Data extracted from a collection:
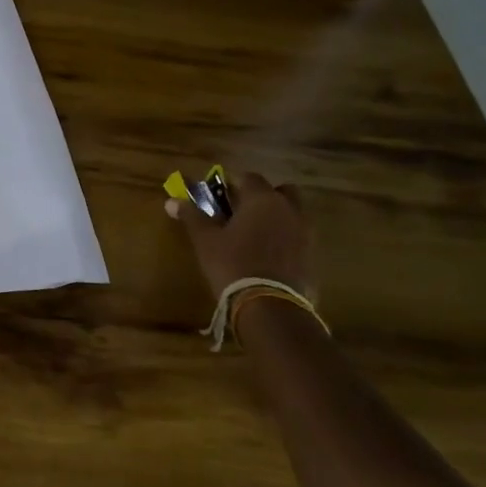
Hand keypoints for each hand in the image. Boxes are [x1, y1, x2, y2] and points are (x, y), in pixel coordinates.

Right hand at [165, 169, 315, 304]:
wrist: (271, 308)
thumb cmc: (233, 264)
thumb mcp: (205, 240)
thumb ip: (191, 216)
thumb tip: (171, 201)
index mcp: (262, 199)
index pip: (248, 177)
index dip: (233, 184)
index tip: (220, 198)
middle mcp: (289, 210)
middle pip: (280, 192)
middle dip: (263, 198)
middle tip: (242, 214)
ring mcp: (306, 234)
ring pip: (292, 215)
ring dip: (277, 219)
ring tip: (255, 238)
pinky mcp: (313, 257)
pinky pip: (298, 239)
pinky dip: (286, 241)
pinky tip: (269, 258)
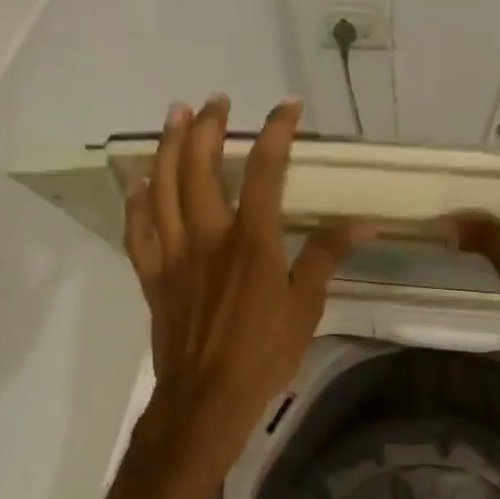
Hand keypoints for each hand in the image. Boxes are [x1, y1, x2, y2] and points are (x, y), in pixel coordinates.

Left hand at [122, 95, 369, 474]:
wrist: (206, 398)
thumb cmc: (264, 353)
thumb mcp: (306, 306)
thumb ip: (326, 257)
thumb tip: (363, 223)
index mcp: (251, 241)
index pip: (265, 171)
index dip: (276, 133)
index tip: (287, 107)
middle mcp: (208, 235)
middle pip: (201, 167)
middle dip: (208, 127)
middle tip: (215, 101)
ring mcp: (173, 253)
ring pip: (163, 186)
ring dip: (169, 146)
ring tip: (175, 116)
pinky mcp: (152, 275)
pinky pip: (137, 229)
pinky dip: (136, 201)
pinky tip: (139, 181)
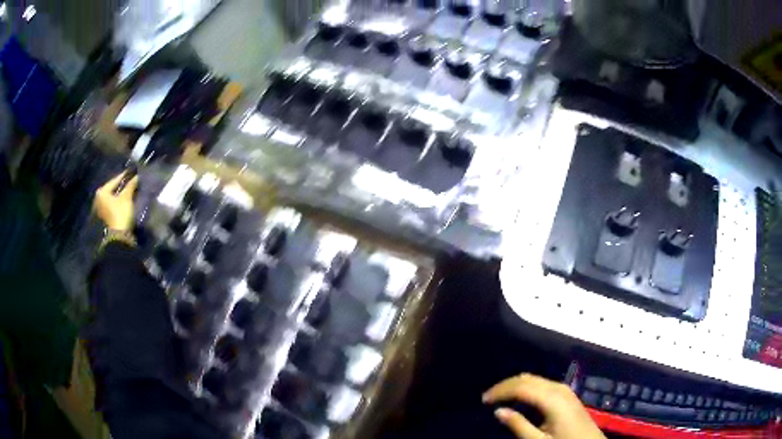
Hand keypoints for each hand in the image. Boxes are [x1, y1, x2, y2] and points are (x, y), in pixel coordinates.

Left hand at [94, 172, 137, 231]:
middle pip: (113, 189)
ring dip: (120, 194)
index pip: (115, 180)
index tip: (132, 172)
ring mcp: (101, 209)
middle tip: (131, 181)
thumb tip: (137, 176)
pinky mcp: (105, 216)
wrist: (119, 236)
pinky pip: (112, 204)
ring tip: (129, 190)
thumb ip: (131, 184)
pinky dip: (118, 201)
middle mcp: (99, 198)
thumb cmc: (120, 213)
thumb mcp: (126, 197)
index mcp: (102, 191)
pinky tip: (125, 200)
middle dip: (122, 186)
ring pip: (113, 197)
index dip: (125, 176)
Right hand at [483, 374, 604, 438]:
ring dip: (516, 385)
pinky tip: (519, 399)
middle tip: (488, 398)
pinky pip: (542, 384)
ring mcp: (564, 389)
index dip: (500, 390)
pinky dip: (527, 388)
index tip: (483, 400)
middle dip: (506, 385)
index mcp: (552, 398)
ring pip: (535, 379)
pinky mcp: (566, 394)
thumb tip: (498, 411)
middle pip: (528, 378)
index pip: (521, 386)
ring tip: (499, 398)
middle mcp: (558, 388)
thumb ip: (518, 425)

What you will do: Within these entries, output exactly the lines starting at the one with "index pip: (265, 171)" and finishing at the one with "index mcp: (102, 191)". Leave pictures out of the output.

Answer space:
index pip: (265, 171)
index dip: (276, 133)
index tip: (287, 107)
middle mcp: (208, 235)
middle pip: (201, 167)
middle dip: (208, 127)
middle tip: (215, 101)
ring mcp: (173, 253)
ring pip: (163, 186)
ring dip: (169, 146)
ring tip: (175, 116)
pinky mcp: (152, 275)
pinky pip: (137, 229)
pinky dip: (136, 201)
pinky tip: (139, 181)
Hand keypoints for each hand in the image. Boxes are [x1, y1, x2, y2] and points are (x, y), in pixel coordinates.

Left hand at [94, 172, 137, 231]:
middle pip: (113, 189)
ring dip: (120, 194)
index pip: (115, 180)
index tip: (132, 172)
ring mcp: (101, 209)
middle tip: (131, 181)
thumb tip: (137, 176)
pinky mcp: (105, 216)
wrist: (119, 236)
pinky pip: (112, 204)
ring tip: (129, 190)
thumb ip: (131, 184)
pinky dip: (118, 201)
middle mcp: (99, 198)
thumb cmc: (120, 213)
thumb mcp: (126, 197)
index mcp: (102, 191)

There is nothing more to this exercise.